Contamination of food (this can include frozen and undercooked food) by hepatitis A can happen at any point: growing, harvesting, processing, handling, and even after cooking. Contamination of food or water is more likely to occur in countries where hepatitis A is common and in areas where there are poor sanitary conditions or poor personal hygiene. In the United States, chlorination of water kills hepatitis A virus that enters the water supply. The Food and Drug Administration (FDA) routinely monitors natural bodies of water used for recreation for fecal contamination so there is no need for monitoring for hepatitis A virus specifically.
Older children and adults typically have symptoms. If symptoms develop, they can appear abruptly and can include:
- Loss of appetite
- Abdominal pain
- Dark urine
- Clay-colored stools
- Joint pain
- Jaundice (yellowing of the skin and eyes)
Most children younger than age 6 do not have symptoms when they have hepatitis A. When symptoms are present, young children typically do not have jaundice but most older children and adults with hepatitis A have jaundice.
Symptom Onset & Duration
If symptoms occur, they usually start appearing 4 weeks after exposure, but can occur as early as 2 and as late as 7 weeks after exposure. Symptoms usually develop over a period of several days. Symptoms usually last less than 2 months, although some people (10% to 15%) with hepatitis A can have symptoms for as long as 6 months.
Hepatitis A can be prevented and the best way is through vaccination with the hepatitis A vaccine. The vaccine is both safe and effective. To get the full benefit of the hepatitis A vaccine, more than one shot is needed. The number and timing of these shots depends on the type of vaccine you are given.
Who should get vaccinated against hepatitis A?
The Advisory Committee on Immunization Practices (ACIP) recommends hepatitis A vaccination for the following people:
All children at age 1 year
Travelers to countries where hepatitis A is common
Family and caregivers of adoptees from countries where hepatitis A is common
Men who have sexual encounters with other men
Users of recreational drugs, whether injected or not
People with unstable housing or experiencing homelessness
People with chronic or long-term liver disease, including hepatitis B or hepatitis C
People with clotting-factor disorders
People with direct contact with others who have hepatitis A
Any person wishing to obtain immunity (protection)

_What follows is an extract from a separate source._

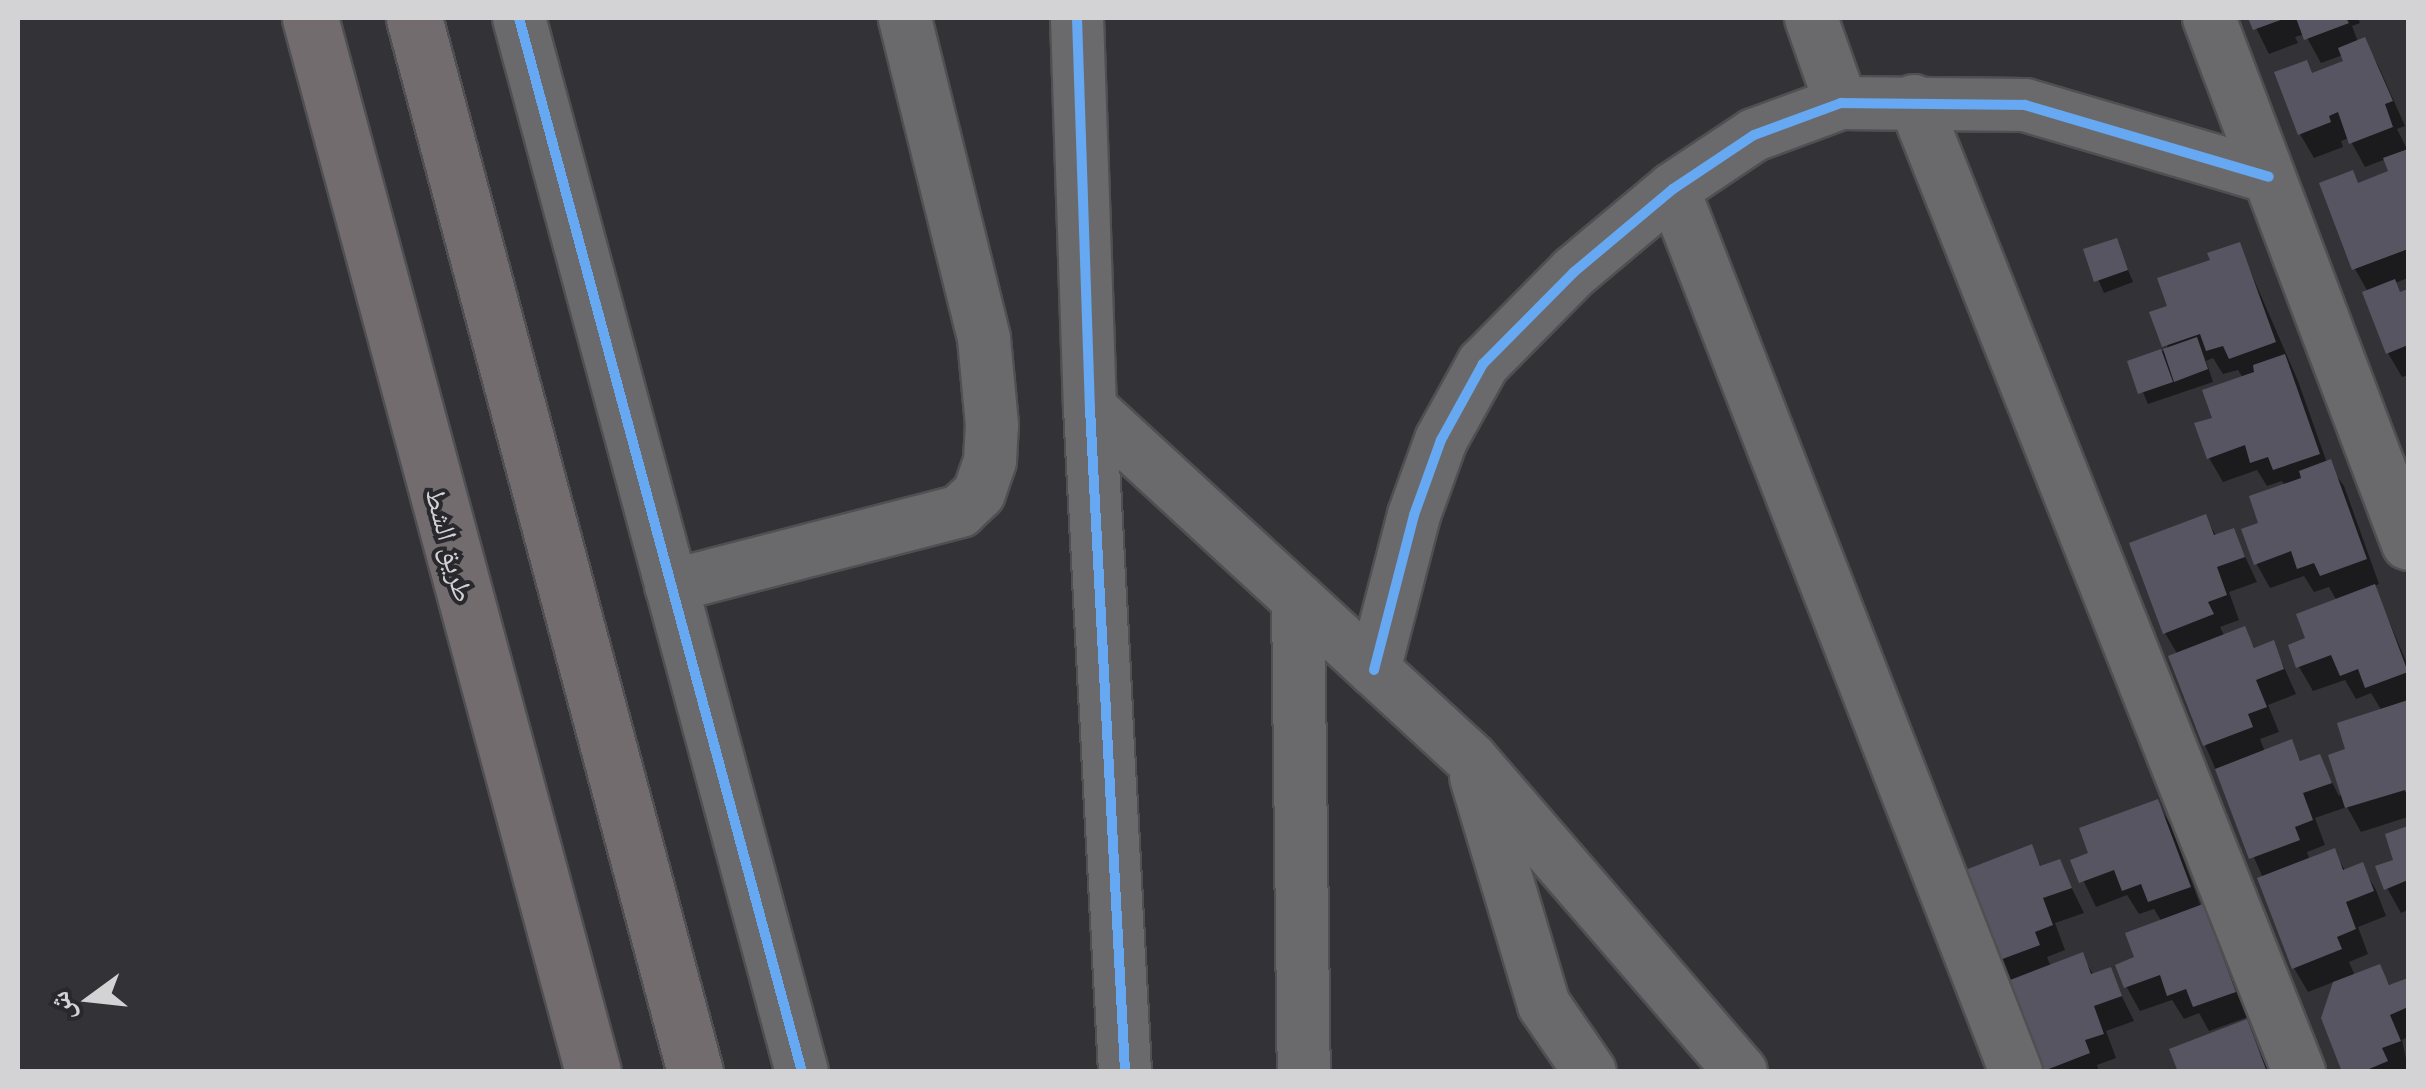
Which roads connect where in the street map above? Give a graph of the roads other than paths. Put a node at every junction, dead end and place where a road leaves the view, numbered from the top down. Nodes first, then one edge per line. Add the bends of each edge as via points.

The hepatitis A vaccine is safe and effective and given as 2 shots, 6 months apart. Both shots are needed for long-term protection. The hepatitis A vaccine also comes in a combination form, containing both hepatitis A and B vaccine, that can be given to anyone 18 years of age and older. This combination vaccine is given as 3 shots, over 6 months. All three shots are needed for long-term protection for both hepatitis A and B.
The hepatitis A vaccine has been routinely recommended for children in Idaho since 1999. However, there are many Idahoans' over the age of 25 who may not have been vaccinated as a child and are susceptible to hepatitis A.
Hepatitis A Vaccine at CDH
CDH is offering FREE hepatitis A vaccine to those who do not have health insurance (uninsured) or whose insurance does not cover the entire cost of vaccine. Appointments are required. Please call 208-327-7400 to schedule a vaccine appointment.
Practicing good hand hygiene — including thoroughly washing hands after using the bathroom, changing diapers, and before preparing or eating food — plays an important role in preventing the spread of hepatitis A.